Tell how many lines of the data include the word "thumb". Nothing but the number belongs in the answer.

Extracted material –
-=-=-

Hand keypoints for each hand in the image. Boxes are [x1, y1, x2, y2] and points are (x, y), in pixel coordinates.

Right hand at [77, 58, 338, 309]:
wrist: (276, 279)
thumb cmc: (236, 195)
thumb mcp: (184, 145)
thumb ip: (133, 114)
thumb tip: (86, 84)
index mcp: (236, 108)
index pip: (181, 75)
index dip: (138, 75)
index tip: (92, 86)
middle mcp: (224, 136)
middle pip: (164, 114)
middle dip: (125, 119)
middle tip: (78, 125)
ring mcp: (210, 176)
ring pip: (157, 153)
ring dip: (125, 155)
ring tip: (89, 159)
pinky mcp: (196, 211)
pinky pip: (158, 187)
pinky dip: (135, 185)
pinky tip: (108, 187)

-=-=-

Response box – 4